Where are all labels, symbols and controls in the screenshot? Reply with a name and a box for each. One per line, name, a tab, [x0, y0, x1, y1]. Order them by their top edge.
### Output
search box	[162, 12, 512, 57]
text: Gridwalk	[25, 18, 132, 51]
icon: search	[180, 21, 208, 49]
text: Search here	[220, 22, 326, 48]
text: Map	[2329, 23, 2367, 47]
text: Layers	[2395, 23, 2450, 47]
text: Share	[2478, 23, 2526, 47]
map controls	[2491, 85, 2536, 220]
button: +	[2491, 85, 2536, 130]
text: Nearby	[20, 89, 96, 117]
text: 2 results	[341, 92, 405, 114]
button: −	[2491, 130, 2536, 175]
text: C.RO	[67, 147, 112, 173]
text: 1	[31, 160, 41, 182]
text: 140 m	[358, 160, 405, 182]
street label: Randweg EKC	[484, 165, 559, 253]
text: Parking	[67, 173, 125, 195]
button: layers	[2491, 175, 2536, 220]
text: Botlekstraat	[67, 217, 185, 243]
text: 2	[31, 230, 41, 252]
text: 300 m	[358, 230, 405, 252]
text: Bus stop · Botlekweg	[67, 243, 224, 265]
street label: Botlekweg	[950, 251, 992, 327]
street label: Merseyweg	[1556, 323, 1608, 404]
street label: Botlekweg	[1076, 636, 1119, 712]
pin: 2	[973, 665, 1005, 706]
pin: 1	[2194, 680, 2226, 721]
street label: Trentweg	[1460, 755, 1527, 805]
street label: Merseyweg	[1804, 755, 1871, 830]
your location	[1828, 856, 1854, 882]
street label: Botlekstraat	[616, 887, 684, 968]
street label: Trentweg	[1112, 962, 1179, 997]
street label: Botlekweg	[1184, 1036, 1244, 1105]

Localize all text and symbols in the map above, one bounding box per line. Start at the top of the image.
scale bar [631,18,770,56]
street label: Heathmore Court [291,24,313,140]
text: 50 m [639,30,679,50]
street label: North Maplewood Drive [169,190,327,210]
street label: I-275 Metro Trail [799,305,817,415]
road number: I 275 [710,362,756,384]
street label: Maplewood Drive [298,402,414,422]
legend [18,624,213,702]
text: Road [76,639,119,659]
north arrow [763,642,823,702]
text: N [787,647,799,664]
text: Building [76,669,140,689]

▶ _Task_: Give again each line shown above, keeping every word as it is.

▶ _Solution to this problem_:
Where are all labels, symbols and controls in the screenshot? Reply with a name and a box for each. One per line, name, a tab, [x0, y0, x1, y1]. Order them by their top edge.
### Output
search box	[162, 12, 512, 57]
text: Gridwalk	[25, 18, 132, 51]
icon: search	[180, 21, 208, 49]
text: Search here	[220, 22, 326, 48]
text: Map	[2329, 23, 2367, 47]
text: Layers	[2395, 23, 2450, 47]
text: Share	[2478, 23, 2526, 47]
map controls	[2491, 85, 2536, 220]
button: +	[2491, 85, 2536, 130]
text: Nearby	[20, 89, 96, 117]
text: 2 results	[341, 92, 405, 114]
button: −	[2491, 130, 2536, 175]
text: C.RO	[67, 147, 112, 173]
text: 1	[31, 160, 41, 182]
text: 140 m	[358, 160, 405, 182]
street label: Randweg EKC	[484, 165, 559, 253]
text: Parking	[67, 173, 125, 195]
button: layers	[2491, 175, 2536, 220]
text: Botlekstraat	[67, 217, 185, 243]
text: 2	[31, 230, 41, 252]
text: 300 m	[358, 230, 405, 252]
text: Bus stop · Botlekweg	[67, 243, 224, 265]
street label: Botlekweg	[950, 251, 992, 327]
street label: Merseyweg	[1556, 323, 1608, 404]
street label: Botlekweg	[1076, 636, 1119, 712]
pin: 2	[973, 665, 1005, 706]
pin: 1	[2194, 680, 2226, 721]
street label: Trentweg	[1460, 755, 1527, 805]
street label: Merseyweg	[1804, 755, 1871, 830]
your location	[1828, 856, 1854, 882]
street label: Botlekstraat	[616, 887, 684, 968]
street label: Trentweg	[1112, 962, 1179, 997]
street label: Botlekweg	[1184, 1036, 1244, 1105]

Localize all text and symbols in the map above, one bounding box per line. Start at the top of the image.
scale bar [631,18,770,56]
street label: Heathmore Court [291,24,313,140]
text: 50 m [639,30,679,50]
street label: North Maplewood Drive [169,190,327,210]
street label: I-275 Metro Trail [799,305,817,415]
road number: I 275 [710,362,756,384]
street label: Maplewood Drive [298,402,414,422]
legend [18,624,213,702]
text: Road [76,639,119,659]
north arrow [763,642,823,702]
text: N [787,647,799,664]
text: Building [76,669,140,689]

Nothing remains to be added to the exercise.